▶ [Records shown]

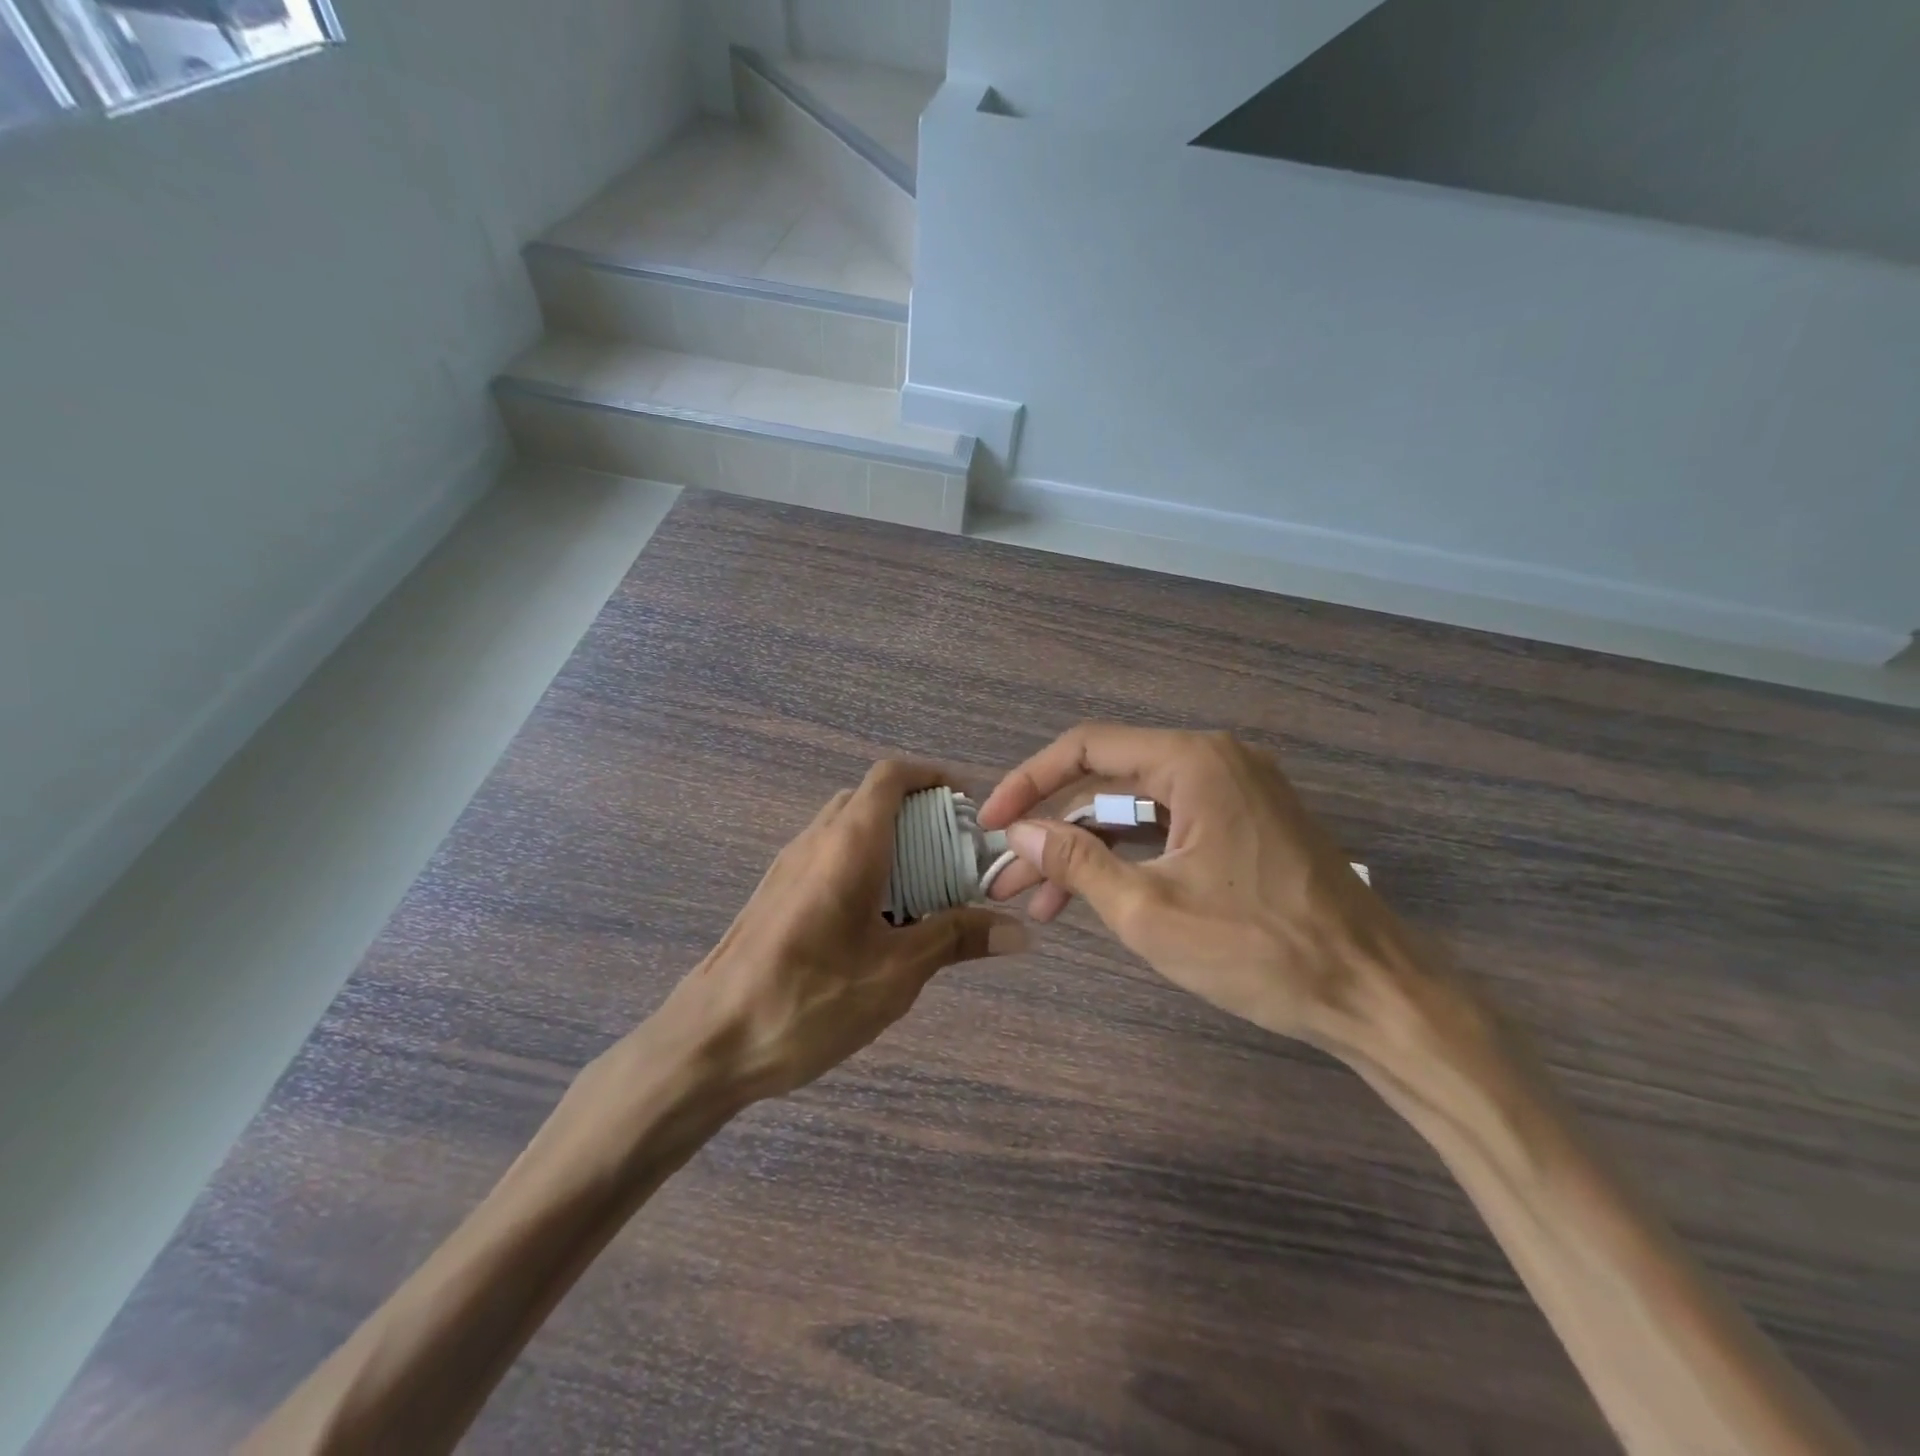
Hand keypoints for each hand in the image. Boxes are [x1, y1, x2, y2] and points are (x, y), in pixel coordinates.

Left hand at [656, 760, 1026, 1103]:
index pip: (891, 775)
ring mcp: (789, 866)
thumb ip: (955, 939)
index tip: (969, 806)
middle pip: (872, 799)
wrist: (708, 1042)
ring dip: (892, 843)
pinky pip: (829, 856)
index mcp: (848, 843)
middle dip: (919, 815)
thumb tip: (1018, 932)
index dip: (933, 776)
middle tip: (956, 855)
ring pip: (849, 828)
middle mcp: (815, 840)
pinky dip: (865, 866)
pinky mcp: (775, 894)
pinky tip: (880, 923)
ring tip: (927, 891)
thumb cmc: (808, 999)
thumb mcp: (895, 973)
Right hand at [980, 725, 1425, 1047]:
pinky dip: (1129, 857)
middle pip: (1109, 781)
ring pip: (1136, 810)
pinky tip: (1095, 894)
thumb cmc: (1260, 949)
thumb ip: (1076, 861)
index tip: (990, 822)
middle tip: (1008, 877)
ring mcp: (1235, 791)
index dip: (1028, 782)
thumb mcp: (1149, 910)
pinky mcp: (1246, 824)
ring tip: (1041, 903)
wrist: (1376, 995)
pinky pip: (1169, 826)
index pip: (1086, 748)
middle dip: (1053, 829)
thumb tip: (1018, 832)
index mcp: (1193, 762)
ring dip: (1087, 850)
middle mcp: (1214, 761)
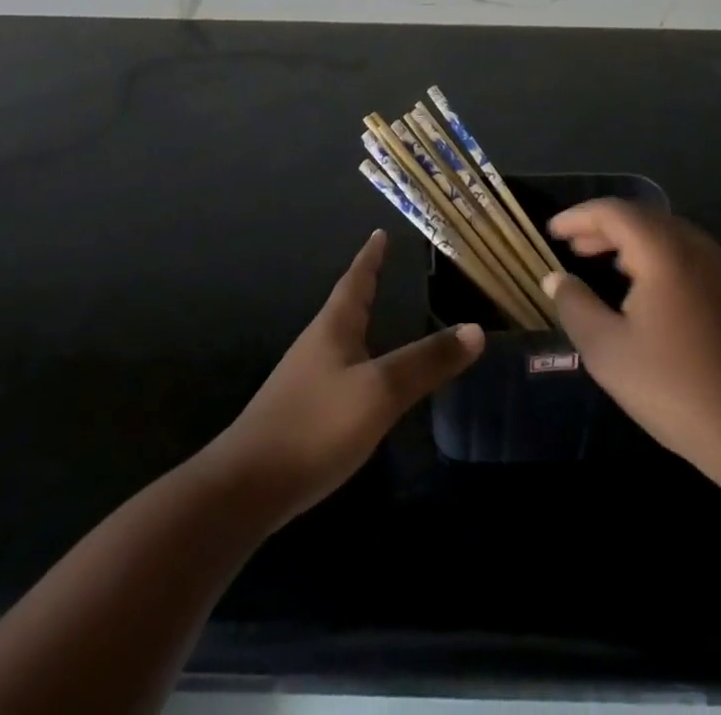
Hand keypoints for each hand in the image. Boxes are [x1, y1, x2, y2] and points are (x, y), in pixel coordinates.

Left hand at [208, 229, 482, 527]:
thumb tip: (475, 329)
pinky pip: (335, 372)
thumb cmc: (315, 426)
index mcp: (333, 328)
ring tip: (377, 319)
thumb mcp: (380, 392)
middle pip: (344, 306)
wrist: (245, 488)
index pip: (356, 280)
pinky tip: (361, 384)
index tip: (379, 232)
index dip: (371, 257)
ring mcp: (303, 379)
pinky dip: (355, 362)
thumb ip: (426, 362)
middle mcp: (316, 345)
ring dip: (358, 324)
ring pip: (339, 340)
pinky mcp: (299, 412)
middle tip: (383, 270)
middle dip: (364, 287)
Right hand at [544, 199, 720, 481]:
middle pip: (643, 218)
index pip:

▶ [Problem details] Using the listing above, locate the lines that hold "ring" and copy each one.

▶ [Response to the task]
ring mcp: (789, 866)
ring dip: (892, 843)
ring pip: (849, 828)
ring tip: (927, 891)
ring pip: (1136, 810)
ring mcp: (1235, 791)
ring tip: (1041, 903)
ring dip: (1087, 850)
ring tip: (377, 319)
ring mcp: (303, 379)
ring dip: (358, 324)
ring pip: (339, 340)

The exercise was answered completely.